# Family joining me in 2 weeks - advice appreciated on where to live



## chmcdona (May 30, 2015)

Hi,

I have been living in Bangkok since January my family are now joining me in 2 weeks and despite having a days house hunting with the relocation agent we are none the wiser where to live. We have looked in Bangna, Ekamai, Thonglor and Phrom Phong. 

Our son is 4 and will go to Bangkok Patana in the new year, we are both social people and hope to make friends we can go for drinks and dinner etc. with. I plan to drop my son off in the morning on the way to work (which is on the outskirts of the city towards Pattaya). So we would like someone where this is possible but we have options on restaurants, bars and things to do (which is why we weren't so keen on what we looked at in Bangna). 

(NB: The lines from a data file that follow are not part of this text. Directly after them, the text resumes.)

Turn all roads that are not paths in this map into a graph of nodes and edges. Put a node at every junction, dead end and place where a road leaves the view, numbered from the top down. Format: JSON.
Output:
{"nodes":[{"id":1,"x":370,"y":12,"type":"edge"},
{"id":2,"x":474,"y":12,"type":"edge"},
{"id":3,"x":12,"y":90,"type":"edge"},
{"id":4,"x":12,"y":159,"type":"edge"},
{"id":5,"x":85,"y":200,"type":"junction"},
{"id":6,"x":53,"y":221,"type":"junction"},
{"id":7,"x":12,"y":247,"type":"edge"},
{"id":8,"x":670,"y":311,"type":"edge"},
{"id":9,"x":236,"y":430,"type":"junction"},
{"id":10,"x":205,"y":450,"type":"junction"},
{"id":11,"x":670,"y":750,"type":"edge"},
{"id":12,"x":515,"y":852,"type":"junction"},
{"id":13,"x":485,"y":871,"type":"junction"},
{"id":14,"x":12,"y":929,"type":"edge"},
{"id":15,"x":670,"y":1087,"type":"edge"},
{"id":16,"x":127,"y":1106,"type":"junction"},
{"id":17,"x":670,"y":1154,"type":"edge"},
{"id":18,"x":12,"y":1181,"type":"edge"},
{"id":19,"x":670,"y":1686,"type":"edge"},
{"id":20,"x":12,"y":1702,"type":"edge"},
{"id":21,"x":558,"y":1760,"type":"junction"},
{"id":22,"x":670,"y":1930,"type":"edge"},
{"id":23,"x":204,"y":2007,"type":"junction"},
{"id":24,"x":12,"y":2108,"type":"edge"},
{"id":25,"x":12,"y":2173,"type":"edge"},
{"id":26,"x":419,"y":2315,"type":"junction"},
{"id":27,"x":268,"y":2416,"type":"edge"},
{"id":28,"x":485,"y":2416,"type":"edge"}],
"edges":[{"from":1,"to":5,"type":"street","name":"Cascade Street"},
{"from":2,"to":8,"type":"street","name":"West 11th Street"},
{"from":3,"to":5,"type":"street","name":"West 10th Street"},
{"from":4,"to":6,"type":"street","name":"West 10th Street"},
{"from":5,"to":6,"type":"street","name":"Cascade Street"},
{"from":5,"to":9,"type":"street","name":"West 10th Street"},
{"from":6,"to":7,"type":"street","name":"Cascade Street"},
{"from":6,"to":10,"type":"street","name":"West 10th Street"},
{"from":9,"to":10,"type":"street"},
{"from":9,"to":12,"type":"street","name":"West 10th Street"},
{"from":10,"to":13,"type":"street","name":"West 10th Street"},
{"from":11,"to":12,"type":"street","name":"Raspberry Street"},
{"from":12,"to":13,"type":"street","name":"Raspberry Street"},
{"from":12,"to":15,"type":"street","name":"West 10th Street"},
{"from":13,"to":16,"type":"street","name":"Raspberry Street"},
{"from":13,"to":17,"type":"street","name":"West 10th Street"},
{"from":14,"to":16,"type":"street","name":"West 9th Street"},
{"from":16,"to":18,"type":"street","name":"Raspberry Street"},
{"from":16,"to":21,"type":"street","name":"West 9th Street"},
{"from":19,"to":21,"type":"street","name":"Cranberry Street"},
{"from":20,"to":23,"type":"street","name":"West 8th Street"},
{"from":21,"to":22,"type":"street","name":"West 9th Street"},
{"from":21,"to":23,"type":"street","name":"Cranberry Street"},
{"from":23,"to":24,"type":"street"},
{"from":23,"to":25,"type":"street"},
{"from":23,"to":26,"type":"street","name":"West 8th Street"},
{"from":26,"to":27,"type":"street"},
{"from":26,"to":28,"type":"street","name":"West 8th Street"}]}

As my wife is used to spending all her time with our horses and instructing riding (pony club and adults) this is going to be quite a difference for her so I would hope to find somewhere where there are other mothers in this similar situation and she can make friends and get involved in things. We have looked at a few of the equestrian facilities around and will end up involved with these in some way I'm sure. 

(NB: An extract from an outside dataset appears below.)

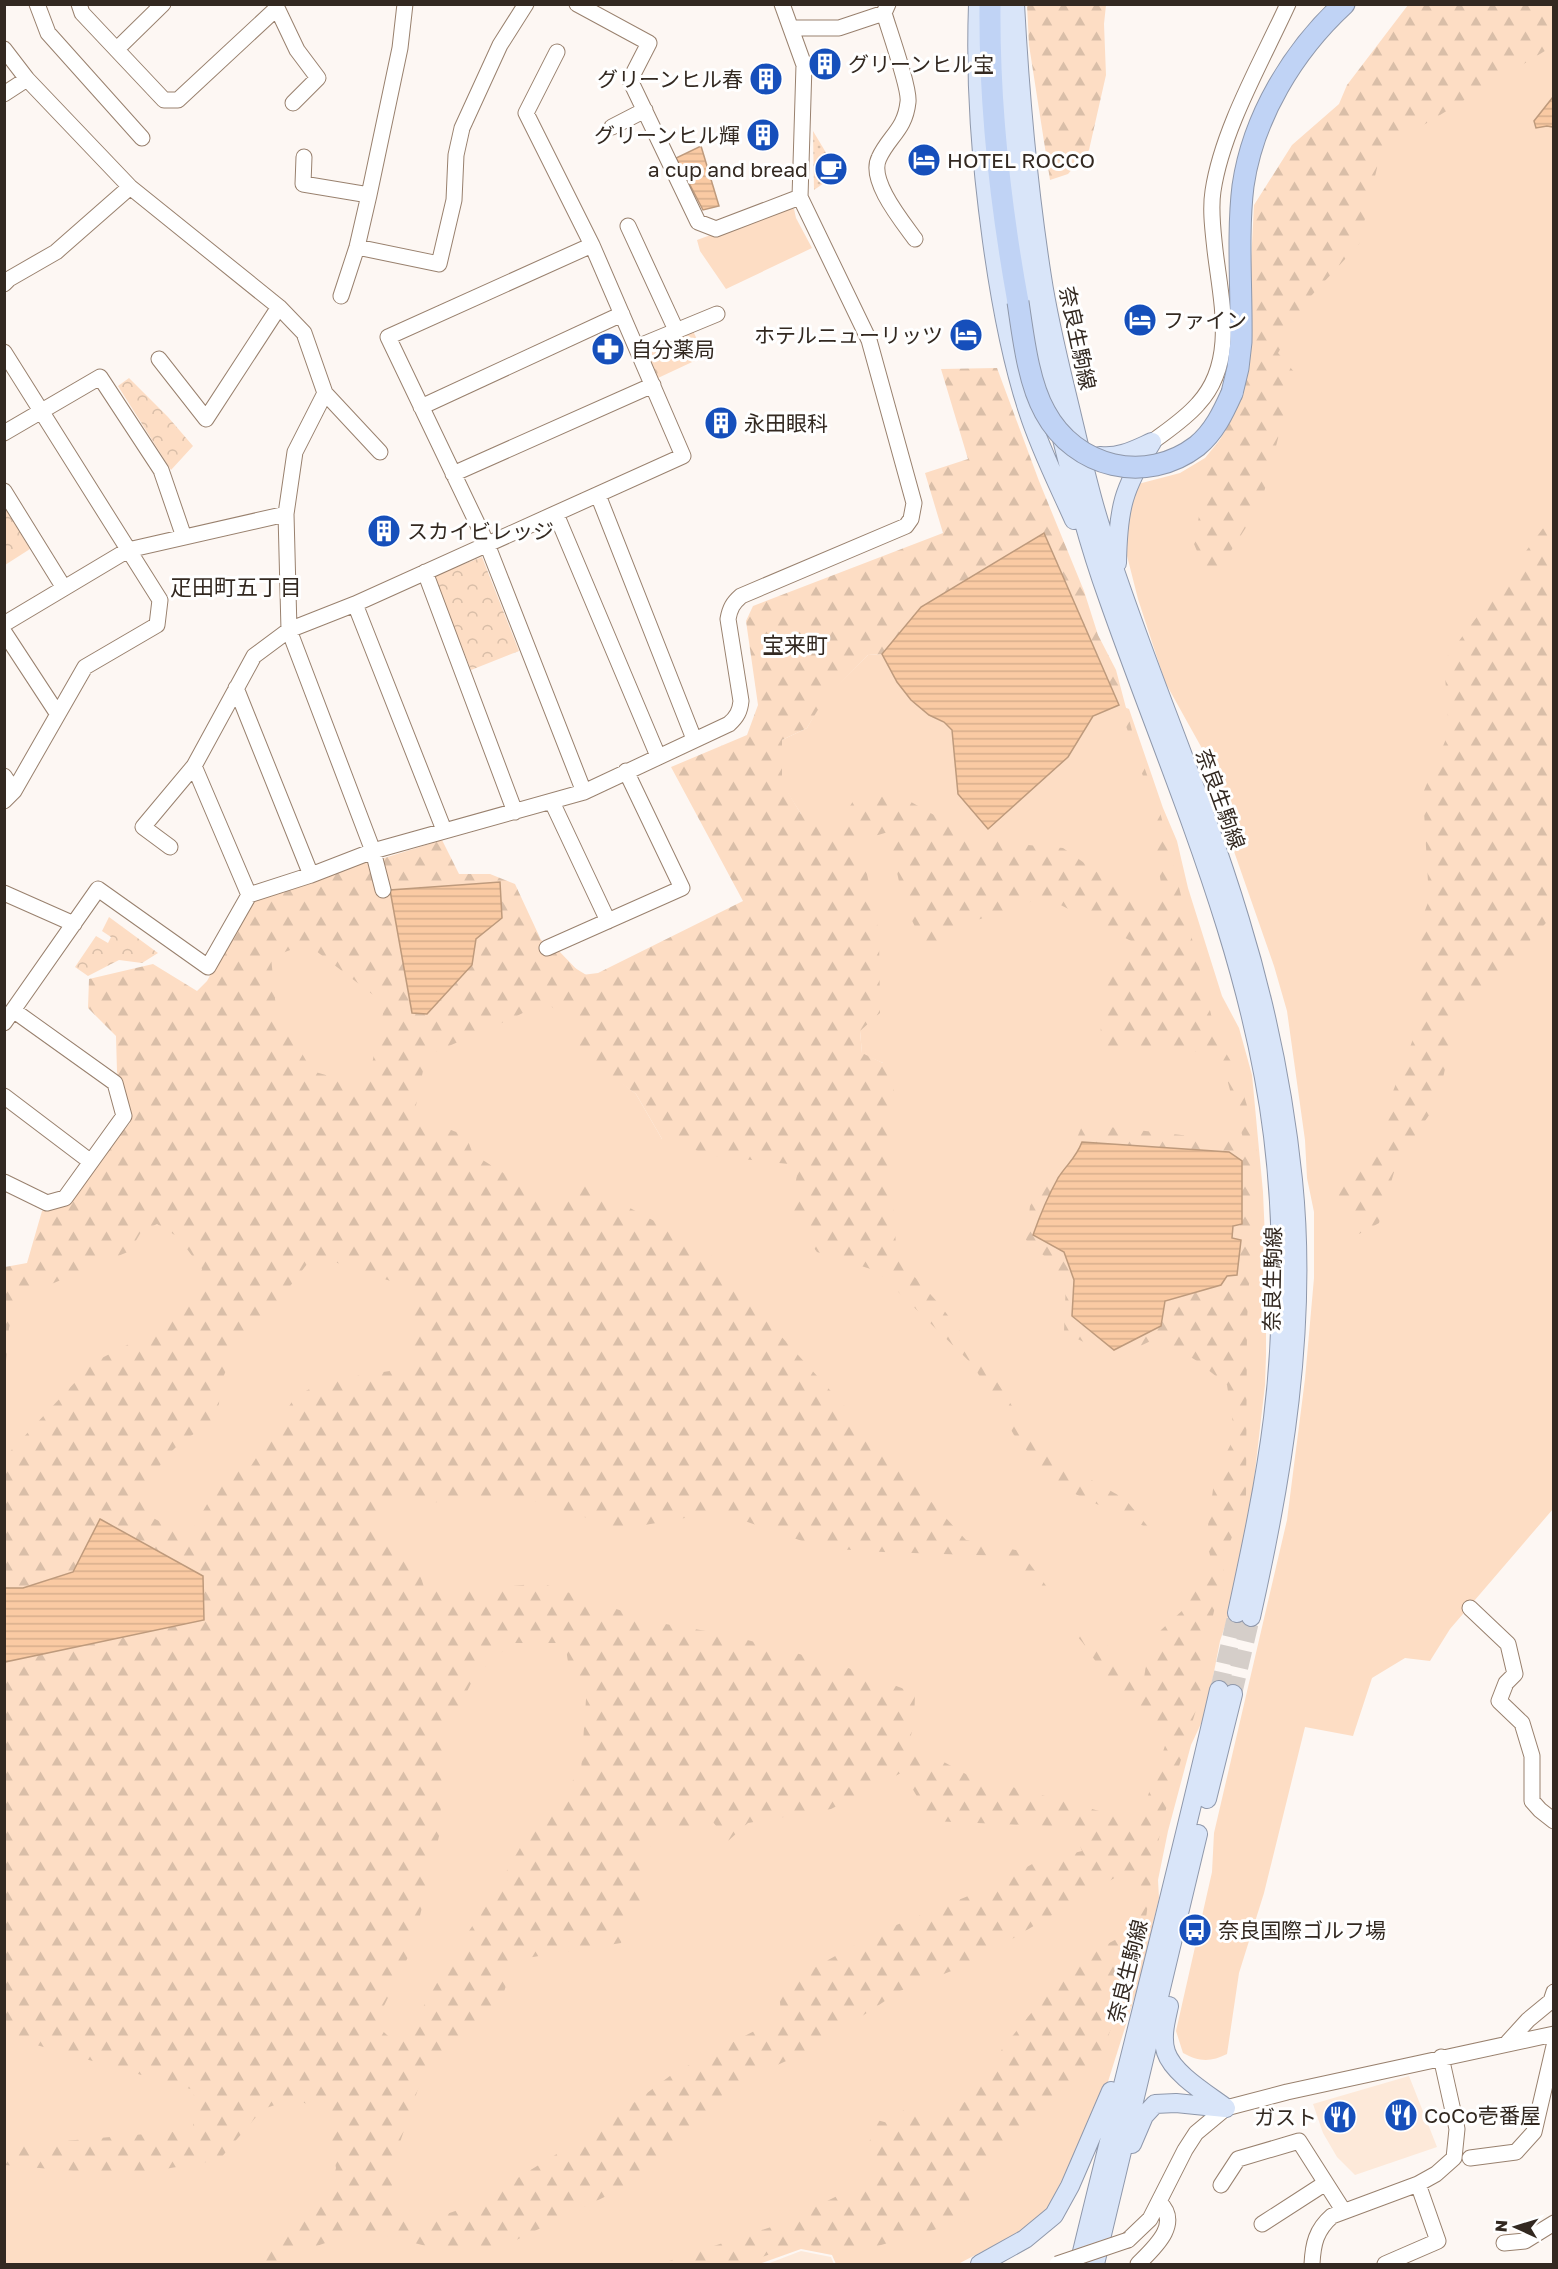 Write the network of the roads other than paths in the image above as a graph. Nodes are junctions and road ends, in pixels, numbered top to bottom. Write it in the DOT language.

Any advice on where to look and any nice apartment blocks would be much welcomed, we want something light and airy but with western quality bathroom and kitchen. Thanks in advance for giving us any hints. Would like to spend around 100k Baht or less but can go higher as we need to find a base that helps my wife and son settle into the new life out here.

Thanks again, Chris


----------



## Asian Spirit (Mar 1, 2010)

chmcdona said:


> Hi,
> 
> I have been living in Bangkok since January my family are now joining me in 2 weeks and despite having a days house hunting with the relocation agent we are none the wiser where to live. We have looked in Bangna, Ekamai, Thonglor and Phrom Phong.
> 
> ...


Hi Chris,

The Thailand page has been a bit quiet lately. I'm in the Philippines and not Thailand so will just take a stab with an idea for you.
If you are not getting anywhere even with a rental agency, you might consider a visit to your embassy there. The workers and diplomats all have to live somewhere and may have many ideas on where you might find good housing etc. Never know, might be worth a try.


Best of luck..


----------



## Overandout (Nov 10, 2012)

Honestly, if your kid is going to Patana and you work out eastwards, why would you even consider living further up Sukhumvit?

If you lived in Thong Lo for example, you would be adding a huge amount of travel time to both your's and your son's commute in the morning, and your trip home too.

One of the best decissions I made about where to live in Bangkok was that I would live within walking distance of my son's school so that he doesn't have to suffer the terrible traffic.

Works well for me also as I can stroll back home after dropping him off in the morning, jump on the motorbike and beat the traffic jams to get to work.

With your budget you should not find any restriction on choice / quality. I pay significantly less in one of the more expensive areas of Bangkok and have a huge (too huge really) split level apartment.


----------